What you are asked to do
Please print each record below exactly as it is written.

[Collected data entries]
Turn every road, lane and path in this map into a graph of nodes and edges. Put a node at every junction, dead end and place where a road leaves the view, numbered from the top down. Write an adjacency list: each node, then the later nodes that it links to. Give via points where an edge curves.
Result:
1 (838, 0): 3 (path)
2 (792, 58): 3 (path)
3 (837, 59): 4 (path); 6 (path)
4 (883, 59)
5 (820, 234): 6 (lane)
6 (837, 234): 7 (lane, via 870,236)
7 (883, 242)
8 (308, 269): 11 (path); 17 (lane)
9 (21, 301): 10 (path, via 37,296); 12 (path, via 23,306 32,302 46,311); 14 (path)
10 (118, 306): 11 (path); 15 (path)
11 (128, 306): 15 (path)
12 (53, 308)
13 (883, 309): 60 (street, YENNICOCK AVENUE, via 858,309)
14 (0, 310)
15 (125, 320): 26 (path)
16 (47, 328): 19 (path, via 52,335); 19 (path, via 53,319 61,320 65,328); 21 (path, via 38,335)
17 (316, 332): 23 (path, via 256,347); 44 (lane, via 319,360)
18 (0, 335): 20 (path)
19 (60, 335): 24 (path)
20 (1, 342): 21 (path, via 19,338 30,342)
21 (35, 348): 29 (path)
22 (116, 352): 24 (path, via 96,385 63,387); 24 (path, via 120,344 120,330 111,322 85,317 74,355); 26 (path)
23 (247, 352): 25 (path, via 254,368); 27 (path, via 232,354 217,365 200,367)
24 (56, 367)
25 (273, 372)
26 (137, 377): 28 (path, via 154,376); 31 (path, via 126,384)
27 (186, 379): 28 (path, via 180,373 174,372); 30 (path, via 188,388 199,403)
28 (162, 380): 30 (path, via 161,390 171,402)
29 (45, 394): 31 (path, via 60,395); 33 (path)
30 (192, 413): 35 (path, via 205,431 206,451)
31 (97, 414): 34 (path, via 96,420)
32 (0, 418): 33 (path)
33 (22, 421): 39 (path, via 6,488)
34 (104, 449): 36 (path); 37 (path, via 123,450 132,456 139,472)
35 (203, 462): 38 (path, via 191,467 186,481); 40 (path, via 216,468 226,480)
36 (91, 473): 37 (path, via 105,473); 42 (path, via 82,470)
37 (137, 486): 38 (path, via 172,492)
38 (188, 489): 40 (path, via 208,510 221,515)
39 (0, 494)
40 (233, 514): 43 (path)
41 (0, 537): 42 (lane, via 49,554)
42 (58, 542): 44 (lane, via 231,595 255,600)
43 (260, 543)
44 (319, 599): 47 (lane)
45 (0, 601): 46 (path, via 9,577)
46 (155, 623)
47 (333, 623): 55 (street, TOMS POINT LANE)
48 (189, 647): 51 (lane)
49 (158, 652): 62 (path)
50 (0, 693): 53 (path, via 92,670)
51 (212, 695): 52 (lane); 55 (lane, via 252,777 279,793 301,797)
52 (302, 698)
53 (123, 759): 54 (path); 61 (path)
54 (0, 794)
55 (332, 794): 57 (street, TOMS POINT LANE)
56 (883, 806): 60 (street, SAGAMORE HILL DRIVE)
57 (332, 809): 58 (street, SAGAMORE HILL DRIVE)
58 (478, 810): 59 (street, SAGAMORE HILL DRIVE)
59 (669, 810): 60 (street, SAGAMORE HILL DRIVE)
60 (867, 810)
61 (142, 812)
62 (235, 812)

Response area
Turn every road, lane and path in this map into a graph of nodes and edges. Put a node at every junction, dead end and place where a road leaves the view, numbered from the top down. Write an adjacency list: each node, then the later nodes that it links to. Give via points where an edge curves.
Result:
1 (838, 0): 3 (path)
2 (792, 58): 3 (path)
3 (837, 59): 4 (path); 6 (path)
4 (883, 59)
5 (820, 234): 6 (lane)
6 (837, 234): 7 (lane, via 870,236)
7 (883, 242)
8 (308, 269): 11 (path); 17 (lane)
9 (21, 301): 10 (path, via 37,296); 12 (path, via 23,306 32,302 46,311); 14 (path)
10 (118, 306): 11 (path); 15 (path)
11 (128, 306): 15 (path)
12 (53, 308)
13 (883, 309): 60 (street, YENNICOCK AVENUE, via 858,309)
14 (0, 310)
15 (125, 320): 26 (path)
16 (47, 328): 19 (path, via 52,335); 19 (path, via 53,319 61,320 65,328); 21 (path, via 38,335)
17 (316, 332): 23 (path, via 256,347); 44 (lane, via 319,360)
18 (0, 335): 20 (path)
19 (60, 335): 24 (path)
20 (1, 342): 21 (path, via 19,338 30,342)
21 (35, 348): 29 (path)
22 (116, 352): 24 (path, via 96,385 63,387); 24 (path, via 120,344 120,330 111,322 85,317 74,355); 26 (path)
23 (247, 352): 25 (path, via 254,368); 27 (path, via 232,354 217,365 200,367)
24 (56, 367)
25 (273, 372)
26 (137, 377): 28 (path, via 154,376); 31 (path, via 126,384)
27 (186, 379): 28 (path, via 180,373 174,372); 30 (path, via 188,388 199,403)
28 (162, 380): 30 (path, via 161,390 171,402)
29 (45, 394): 31 (path, via 60,395); 33 (path)
30 (192, 413): 35 (path, via 205,431 206,451)
31 (97, 414): 34 (path, via 96,420)
32 (0, 418): 33 (path)
33 (22, 421): 39 (path, via 6,488)
34 (104, 449): 36 (path); 37 (path, via 123,450 132,456 139,472)
35 (203, 462): 38 (path, via 191,467 186,481); 40 (path, via 216,468 226,480)
36 (91, 473): 37 (path, via 105,473); 42 (path, via 82,470)
37 (137, 486): 38 (path, via 172,492)
38 (188, 489): 40 (path, via 208,510 221,515)
39 (0, 494)
40 (233, 514): 43 (path)
41 (0, 537): 42 (lane, via 49,554)
42 (58, 542): 44 (lane, via 231,595 255,600)
43 (260, 543)
44 (319, 599): 47 (lane)
45 (0, 601): 46 (path, via 9,577)
46 (155, 623)
47 (333, 623): 55 (street, TOMS POINT LANE)
48 (189, 647): 51 (lane)
49 (158, 652): 62 (path)
50 (0, 693): 53 (path, via 92,670)
51 (212, 695): 52 (lane); 55 (lane, via 252,777 279,793 301,797)
52 (302, 698)
53 (123, 759): 54 (path); 61 (path)
54 (0, 794)
55 (332, 794): 57 (street, TOMS POINT LANE)
56 (883, 806): 60 (street, SAGAMORE HILL DRIVE)
57 (332, 809): 58 (street, SAGAMORE HILL DRIVE)
58 (478, 810): 59 (street, SAGAMORE HILL DRIVE)
59 (669, 810): 60 (street, SAGAMORE HILL DRIVE)
60 (867, 810)
61 (142, 812)
62 (235, 812)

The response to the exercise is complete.